■ **What you are asked to do**: Find each line in the records below that contains the word "text", and copy it out.

[Opening Materials provided section]

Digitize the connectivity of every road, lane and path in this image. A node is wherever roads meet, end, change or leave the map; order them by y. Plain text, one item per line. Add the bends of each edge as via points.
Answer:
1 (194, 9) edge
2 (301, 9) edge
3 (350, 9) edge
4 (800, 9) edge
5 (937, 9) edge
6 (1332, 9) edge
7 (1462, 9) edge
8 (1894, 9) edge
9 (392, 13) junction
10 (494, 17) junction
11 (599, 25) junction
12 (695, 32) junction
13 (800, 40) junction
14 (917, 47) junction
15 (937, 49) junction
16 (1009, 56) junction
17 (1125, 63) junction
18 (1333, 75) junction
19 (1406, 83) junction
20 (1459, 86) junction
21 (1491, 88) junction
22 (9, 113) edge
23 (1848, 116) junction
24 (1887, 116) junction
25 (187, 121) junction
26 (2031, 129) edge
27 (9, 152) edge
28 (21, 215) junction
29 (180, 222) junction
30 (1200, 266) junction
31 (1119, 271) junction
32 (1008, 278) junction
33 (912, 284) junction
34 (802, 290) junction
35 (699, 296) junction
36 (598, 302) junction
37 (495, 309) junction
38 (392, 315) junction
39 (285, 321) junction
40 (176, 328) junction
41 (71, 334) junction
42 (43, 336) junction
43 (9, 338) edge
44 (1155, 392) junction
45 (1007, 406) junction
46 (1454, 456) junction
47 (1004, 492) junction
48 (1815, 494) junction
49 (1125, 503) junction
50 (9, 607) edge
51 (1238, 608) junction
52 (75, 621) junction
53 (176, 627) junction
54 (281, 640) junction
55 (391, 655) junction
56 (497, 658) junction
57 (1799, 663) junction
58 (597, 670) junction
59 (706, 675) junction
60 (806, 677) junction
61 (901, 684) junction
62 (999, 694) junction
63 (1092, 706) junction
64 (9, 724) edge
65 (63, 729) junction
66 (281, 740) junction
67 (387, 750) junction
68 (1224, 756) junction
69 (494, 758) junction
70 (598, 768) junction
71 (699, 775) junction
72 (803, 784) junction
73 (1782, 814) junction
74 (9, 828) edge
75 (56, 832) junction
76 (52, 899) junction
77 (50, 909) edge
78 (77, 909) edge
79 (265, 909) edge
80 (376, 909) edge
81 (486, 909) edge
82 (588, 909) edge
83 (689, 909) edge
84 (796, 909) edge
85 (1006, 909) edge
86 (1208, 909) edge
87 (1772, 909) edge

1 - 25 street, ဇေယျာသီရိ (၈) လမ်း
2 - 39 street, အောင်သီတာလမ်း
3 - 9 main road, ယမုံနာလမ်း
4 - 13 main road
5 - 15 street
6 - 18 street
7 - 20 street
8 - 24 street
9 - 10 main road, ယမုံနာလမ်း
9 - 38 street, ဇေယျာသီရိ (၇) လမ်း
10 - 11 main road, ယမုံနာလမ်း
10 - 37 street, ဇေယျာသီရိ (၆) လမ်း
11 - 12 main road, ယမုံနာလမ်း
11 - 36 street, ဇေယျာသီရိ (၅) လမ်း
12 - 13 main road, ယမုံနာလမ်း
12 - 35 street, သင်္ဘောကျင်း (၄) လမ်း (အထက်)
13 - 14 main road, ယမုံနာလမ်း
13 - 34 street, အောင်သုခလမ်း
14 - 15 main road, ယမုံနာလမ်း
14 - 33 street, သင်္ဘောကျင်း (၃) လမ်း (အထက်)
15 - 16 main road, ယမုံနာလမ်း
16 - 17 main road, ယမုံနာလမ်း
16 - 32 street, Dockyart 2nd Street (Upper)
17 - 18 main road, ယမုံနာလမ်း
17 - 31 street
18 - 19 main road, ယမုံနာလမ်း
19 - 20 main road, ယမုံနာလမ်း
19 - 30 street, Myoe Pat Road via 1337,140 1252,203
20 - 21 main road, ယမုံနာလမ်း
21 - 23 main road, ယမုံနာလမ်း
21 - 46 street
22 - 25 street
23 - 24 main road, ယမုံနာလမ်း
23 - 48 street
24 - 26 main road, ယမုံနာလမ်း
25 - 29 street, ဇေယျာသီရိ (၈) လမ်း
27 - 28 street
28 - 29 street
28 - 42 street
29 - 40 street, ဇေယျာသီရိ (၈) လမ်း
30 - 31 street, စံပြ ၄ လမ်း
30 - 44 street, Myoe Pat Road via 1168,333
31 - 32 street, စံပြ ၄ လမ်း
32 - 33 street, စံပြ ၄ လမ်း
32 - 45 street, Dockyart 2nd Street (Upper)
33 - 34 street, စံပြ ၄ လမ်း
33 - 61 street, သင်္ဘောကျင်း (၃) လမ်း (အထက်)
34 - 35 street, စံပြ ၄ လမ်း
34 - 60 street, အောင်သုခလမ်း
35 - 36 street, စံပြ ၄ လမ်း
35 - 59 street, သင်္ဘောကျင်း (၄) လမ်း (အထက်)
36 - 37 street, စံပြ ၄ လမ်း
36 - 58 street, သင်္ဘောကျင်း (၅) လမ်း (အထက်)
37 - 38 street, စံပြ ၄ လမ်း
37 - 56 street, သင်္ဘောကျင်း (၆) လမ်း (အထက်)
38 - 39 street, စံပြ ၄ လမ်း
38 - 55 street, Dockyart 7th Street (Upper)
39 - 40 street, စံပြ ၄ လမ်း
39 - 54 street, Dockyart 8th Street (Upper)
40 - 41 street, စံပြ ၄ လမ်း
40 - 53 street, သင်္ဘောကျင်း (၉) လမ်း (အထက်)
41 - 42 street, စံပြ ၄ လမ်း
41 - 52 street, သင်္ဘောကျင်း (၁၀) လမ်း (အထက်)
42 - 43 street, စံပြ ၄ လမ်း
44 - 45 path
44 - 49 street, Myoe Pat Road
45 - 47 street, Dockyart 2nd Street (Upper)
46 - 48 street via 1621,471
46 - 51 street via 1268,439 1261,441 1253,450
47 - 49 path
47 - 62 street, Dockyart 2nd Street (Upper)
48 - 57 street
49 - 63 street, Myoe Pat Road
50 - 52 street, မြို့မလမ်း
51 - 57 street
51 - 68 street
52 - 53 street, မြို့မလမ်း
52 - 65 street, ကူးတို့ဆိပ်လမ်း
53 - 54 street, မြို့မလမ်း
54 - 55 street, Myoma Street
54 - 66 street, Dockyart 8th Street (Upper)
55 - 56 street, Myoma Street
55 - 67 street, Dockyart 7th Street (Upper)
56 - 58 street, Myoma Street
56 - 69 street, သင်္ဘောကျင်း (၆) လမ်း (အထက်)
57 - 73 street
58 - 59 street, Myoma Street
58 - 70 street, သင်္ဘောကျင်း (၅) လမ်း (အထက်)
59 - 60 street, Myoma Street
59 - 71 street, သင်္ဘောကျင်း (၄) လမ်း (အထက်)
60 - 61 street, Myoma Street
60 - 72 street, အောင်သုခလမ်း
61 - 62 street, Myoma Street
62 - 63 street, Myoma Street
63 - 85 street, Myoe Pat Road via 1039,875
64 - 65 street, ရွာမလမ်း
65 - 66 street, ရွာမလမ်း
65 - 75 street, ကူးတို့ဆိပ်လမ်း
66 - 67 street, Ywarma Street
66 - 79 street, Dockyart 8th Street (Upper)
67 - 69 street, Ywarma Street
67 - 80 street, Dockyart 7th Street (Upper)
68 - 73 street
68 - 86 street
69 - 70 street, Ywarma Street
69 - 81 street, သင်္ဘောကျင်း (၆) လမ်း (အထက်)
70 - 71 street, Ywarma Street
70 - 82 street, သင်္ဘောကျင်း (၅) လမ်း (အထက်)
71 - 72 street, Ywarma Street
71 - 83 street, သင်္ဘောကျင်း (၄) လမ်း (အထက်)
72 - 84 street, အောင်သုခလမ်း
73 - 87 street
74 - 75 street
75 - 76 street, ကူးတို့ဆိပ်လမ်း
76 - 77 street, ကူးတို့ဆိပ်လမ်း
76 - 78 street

[Closing Materials provided section]
[Opening Materials provided section]

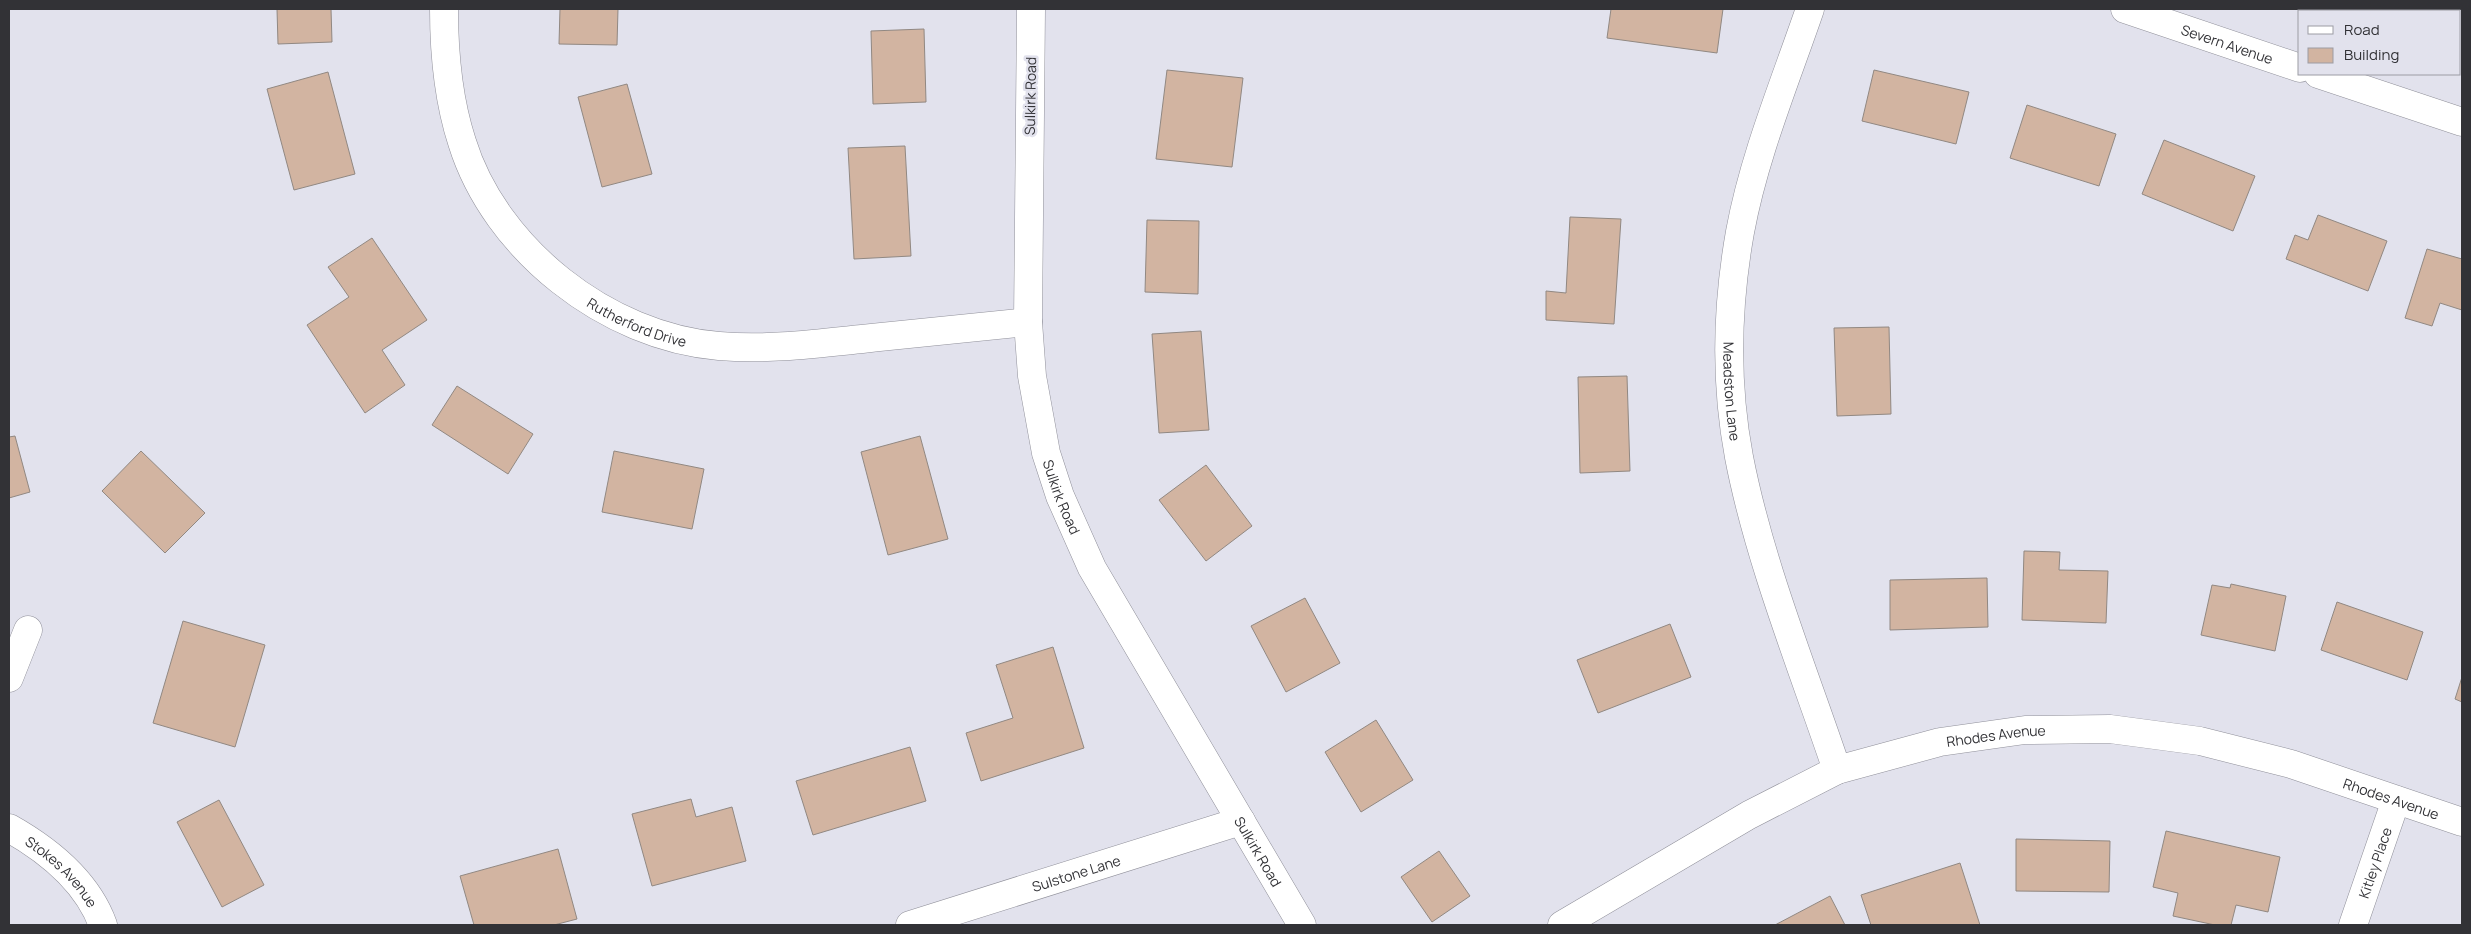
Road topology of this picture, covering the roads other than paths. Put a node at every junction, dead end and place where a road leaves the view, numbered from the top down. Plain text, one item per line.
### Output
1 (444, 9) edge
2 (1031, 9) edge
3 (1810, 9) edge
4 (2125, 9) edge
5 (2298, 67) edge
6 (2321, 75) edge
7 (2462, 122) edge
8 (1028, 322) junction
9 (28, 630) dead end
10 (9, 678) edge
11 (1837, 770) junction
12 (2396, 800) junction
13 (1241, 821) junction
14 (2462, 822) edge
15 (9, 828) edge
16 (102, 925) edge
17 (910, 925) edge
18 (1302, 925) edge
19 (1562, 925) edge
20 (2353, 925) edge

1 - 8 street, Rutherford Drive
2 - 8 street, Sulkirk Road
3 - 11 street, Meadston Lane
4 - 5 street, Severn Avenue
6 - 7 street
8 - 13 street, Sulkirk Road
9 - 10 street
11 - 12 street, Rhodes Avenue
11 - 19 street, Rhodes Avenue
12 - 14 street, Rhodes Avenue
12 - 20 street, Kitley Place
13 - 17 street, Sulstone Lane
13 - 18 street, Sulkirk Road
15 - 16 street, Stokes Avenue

[Closing Materials provided section]
[Opening Materials provided section]

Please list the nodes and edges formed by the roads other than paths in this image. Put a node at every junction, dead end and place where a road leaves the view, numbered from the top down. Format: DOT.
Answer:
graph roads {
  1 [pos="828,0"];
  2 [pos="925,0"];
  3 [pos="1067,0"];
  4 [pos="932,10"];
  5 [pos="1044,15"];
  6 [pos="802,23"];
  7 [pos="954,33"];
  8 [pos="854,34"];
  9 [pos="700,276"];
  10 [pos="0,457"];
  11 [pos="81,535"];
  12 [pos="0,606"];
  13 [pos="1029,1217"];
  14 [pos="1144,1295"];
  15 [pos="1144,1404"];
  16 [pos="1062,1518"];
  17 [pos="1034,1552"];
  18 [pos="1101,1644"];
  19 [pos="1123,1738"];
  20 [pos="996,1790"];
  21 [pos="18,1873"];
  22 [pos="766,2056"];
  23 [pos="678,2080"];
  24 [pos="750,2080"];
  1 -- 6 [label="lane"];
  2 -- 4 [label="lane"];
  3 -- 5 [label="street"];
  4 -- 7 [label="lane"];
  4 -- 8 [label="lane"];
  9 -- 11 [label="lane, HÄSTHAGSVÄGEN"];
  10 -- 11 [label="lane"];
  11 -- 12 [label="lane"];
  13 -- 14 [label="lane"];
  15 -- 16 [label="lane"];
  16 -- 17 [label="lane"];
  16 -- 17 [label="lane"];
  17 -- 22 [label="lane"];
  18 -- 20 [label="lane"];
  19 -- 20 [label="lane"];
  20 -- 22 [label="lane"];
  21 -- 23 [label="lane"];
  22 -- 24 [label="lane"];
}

[Closing Materials provided section]

■ **Answer area**:
Digitize the connectivity of every road, lane and path in this image. A node is wherever roads meet, end, change or leave the map; order them by y. Plain text, one item per line. Add the bends of each edge as via points.
Road topology of this picture, covering the roads other than paths. Put a node at every junction, dead end and place where a road leaves the view, numbered from the top down. Plain text, one item per line.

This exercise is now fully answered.